DATASET RECORDS:
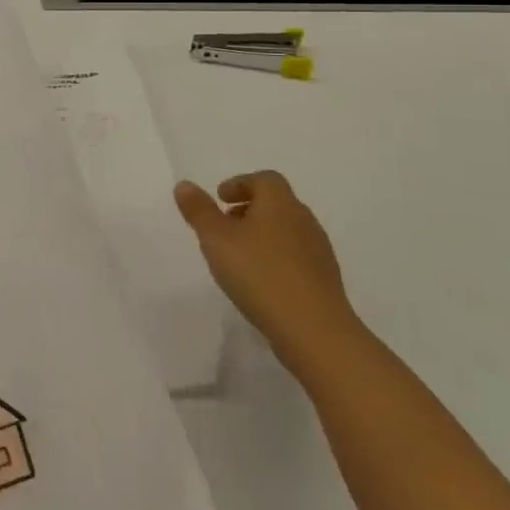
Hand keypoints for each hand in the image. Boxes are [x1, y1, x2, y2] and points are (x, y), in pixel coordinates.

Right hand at [174, 171, 360, 373]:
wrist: (314, 330)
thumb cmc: (259, 274)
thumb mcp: (216, 239)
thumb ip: (199, 210)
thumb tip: (184, 185)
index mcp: (280, 203)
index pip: (264, 179)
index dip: (240, 184)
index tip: (220, 199)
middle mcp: (303, 220)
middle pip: (276, 203)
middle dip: (249, 209)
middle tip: (225, 226)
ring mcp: (318, 251)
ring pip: (287, 231)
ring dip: (263, 235)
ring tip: (239, 256)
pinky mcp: (324, 279)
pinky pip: (296, 257)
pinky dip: (276, 258)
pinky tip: (261, 281)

PROBLEM STATEMENT: Exactly the lines from the one holding "thumb mcp: (216, 239)" through the end of the data are to be repeated, with both ends included.

ANSWER BELOW:
thumb mcp: (216, 239)
thumb ip: (199, 210)
thumb tip: (184, 185)
index mcp: (280, 203)
index pip: (264, 179)
index dip: (240, 184)
index tip: (220, 199)
middle mcp: (303, 220)
middle pip: (276, 203)
middle dip: (249, 209)
middle tip: (225, 226)
ring mcp: (318, 251)
ring pip: (287, 231)
ring dip: (263, 235)
ring tip: (239, 256)
pinky mcp: (324, 279)
pinky pip: (296, 257)
pinky dip: (276, 258)
pinky tip: (261, 281)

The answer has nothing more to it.